There are historical first-person shooters that attempt to capture the precise texture of their era — the limits of the technology, the archaic military traditions, the hierarchy of command. Then there’s Isonzo, a World War One shooter where you can drink from a canteen to briefly erase your stamina threshold, which allows you to sprint around the rugged warzones of Italy with reckless abandon. A comrade on your flank might bolster those efforts by blowing a whistle to inspire his compatriots, making them resilient to the hail of gunfire pouring out of the regiments encamped across the valley. This playful approach to the Great War is soaked with twitchy trigger-pulls, game-altering bombing runs, and goofy, video game-y perks, makes Isonzo approachable to even the most casual participants. It's a philosophy that fills it with moments of bright, airy fun, even if some of its turn-of-the-century flourishes feel like window dressing for what is, at its core, a fairly standard FPS.
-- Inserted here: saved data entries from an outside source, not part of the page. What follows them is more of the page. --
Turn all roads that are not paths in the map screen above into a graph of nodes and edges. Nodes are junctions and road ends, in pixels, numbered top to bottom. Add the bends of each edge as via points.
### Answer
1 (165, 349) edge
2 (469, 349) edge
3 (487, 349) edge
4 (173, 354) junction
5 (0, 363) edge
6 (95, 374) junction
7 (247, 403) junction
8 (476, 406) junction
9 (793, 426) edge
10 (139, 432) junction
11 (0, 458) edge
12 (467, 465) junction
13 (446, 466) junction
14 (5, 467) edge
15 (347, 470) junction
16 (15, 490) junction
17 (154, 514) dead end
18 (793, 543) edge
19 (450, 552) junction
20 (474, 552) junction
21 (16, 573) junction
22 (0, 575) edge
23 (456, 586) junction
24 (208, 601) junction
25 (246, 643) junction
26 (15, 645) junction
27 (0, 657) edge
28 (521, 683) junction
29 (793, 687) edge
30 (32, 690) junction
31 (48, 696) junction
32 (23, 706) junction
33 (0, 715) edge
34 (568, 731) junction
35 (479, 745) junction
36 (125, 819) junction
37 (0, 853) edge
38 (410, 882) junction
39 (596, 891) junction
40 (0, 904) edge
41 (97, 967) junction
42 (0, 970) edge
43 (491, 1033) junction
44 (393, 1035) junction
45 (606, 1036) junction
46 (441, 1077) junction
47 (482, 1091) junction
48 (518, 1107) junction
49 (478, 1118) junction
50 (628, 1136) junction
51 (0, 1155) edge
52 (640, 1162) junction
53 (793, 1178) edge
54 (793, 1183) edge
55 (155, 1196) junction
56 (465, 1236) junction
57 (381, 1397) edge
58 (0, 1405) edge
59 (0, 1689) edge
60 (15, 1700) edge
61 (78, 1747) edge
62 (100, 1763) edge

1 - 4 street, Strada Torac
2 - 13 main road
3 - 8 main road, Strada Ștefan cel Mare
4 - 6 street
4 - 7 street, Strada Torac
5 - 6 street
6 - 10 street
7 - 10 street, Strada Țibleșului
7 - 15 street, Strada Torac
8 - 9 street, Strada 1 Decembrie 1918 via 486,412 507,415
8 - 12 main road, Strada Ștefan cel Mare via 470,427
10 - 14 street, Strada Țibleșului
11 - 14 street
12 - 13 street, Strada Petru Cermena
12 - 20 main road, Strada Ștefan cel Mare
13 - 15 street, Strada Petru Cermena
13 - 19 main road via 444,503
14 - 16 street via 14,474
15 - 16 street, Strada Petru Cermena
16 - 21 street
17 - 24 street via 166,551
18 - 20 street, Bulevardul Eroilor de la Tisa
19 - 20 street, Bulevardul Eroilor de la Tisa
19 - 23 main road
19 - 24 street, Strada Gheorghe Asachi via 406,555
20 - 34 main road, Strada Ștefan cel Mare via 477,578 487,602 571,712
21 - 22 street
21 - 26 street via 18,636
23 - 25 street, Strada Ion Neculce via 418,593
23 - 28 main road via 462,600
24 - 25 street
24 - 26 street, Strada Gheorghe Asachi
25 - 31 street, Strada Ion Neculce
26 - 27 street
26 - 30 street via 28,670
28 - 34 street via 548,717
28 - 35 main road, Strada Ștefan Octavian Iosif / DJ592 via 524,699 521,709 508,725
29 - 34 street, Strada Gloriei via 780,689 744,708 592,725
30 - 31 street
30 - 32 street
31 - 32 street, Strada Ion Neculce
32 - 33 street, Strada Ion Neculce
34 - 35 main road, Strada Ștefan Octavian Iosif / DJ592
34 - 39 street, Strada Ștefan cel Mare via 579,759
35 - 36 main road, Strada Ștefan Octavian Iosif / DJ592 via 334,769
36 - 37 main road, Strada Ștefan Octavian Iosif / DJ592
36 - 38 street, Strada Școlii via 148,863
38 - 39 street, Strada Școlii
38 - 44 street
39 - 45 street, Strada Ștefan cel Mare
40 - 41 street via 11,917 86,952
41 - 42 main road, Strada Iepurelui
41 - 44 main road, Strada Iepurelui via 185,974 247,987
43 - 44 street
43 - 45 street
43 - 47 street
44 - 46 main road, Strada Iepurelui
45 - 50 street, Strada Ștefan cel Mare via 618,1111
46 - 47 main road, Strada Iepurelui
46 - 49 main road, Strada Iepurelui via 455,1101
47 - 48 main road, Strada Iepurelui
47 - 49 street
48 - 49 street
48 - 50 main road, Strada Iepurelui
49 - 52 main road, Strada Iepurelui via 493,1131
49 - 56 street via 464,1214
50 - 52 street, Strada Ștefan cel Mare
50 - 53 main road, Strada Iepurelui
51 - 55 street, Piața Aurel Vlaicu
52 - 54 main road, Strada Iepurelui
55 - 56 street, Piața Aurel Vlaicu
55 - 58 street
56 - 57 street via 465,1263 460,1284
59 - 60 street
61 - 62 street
Isonzo is the third World War One game developed by Dutch studio Blackmill Games. The previous two, Verdun and Tannenberg, document the action on the Western and Eastern fronts, respectively. Isonzo shifts the action to the warmer climates of southern Europe — the Adriatic highlands, specifically — which was the site of several clashes between the Kingdom of Italy and the Austro-Hungarian Empire.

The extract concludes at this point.